§ TASK BRIEF
Only the lines that include "Left" should be copied from the data below.
-- Opening Marker --
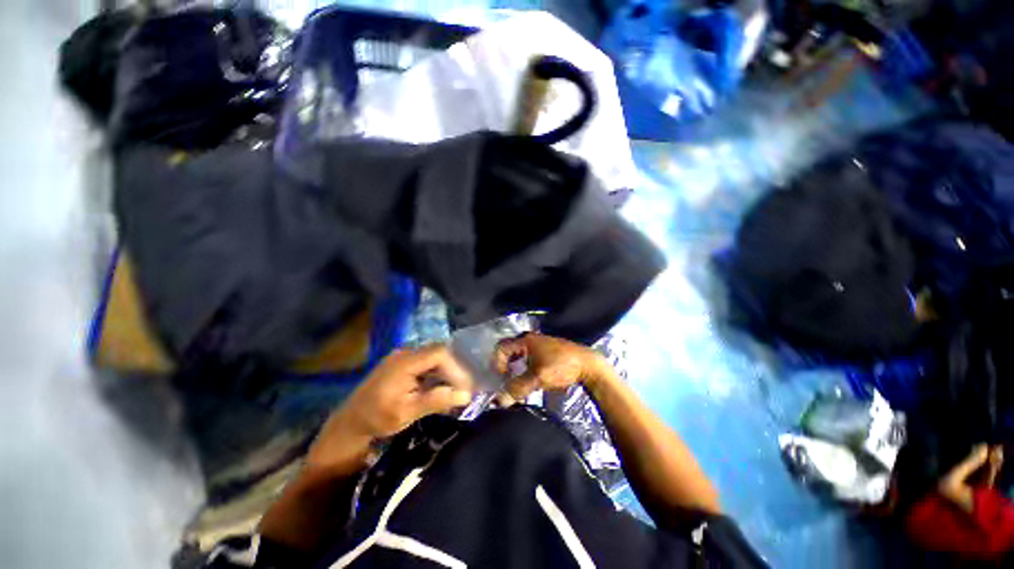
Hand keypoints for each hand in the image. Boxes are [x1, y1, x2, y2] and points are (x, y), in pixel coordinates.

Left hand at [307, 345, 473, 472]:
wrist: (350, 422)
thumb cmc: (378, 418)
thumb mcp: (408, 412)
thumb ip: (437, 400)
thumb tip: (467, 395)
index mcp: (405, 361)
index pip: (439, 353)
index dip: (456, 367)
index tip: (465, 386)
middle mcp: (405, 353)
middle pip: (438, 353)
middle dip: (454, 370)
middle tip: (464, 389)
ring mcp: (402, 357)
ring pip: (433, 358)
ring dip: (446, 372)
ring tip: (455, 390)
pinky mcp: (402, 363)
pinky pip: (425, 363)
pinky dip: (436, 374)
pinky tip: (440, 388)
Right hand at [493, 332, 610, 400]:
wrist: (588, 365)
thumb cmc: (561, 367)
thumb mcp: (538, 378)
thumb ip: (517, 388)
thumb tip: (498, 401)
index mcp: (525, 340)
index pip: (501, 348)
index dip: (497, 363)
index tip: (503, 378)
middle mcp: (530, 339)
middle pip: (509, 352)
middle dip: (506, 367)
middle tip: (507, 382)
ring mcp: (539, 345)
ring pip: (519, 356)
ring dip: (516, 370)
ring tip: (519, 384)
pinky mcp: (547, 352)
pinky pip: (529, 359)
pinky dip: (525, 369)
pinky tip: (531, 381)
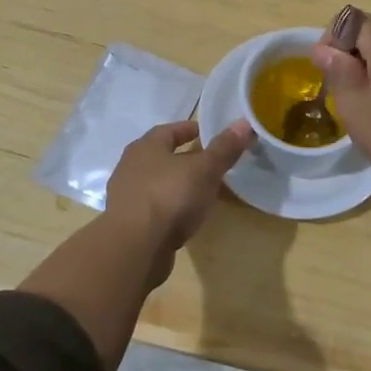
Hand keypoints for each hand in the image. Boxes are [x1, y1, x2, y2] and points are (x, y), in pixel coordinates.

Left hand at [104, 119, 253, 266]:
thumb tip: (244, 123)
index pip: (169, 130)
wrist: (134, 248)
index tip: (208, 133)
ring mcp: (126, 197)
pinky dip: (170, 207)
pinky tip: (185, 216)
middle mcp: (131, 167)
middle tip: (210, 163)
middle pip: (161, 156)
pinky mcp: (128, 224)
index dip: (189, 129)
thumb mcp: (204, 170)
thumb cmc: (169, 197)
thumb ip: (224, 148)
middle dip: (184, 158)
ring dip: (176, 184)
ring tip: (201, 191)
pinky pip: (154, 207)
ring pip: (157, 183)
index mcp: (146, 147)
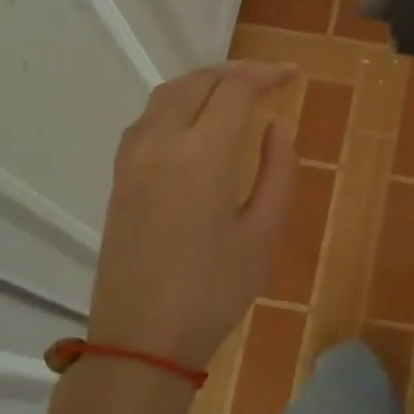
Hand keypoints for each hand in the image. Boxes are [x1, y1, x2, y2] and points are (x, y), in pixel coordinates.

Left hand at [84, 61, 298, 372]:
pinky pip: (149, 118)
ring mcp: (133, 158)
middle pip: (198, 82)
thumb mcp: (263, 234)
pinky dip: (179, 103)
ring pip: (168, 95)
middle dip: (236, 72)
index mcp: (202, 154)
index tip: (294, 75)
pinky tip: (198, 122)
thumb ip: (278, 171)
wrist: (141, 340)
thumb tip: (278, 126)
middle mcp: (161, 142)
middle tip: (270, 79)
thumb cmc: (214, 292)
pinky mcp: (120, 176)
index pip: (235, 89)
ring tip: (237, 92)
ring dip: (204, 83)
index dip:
-- Closing Marker --
§ PROBLEM SOLUTION
Left hand at [307, 345, 473, 472]:
Left hand at [104, 119, 253, 266]:
Left hand at [84, 61, 298, 372]:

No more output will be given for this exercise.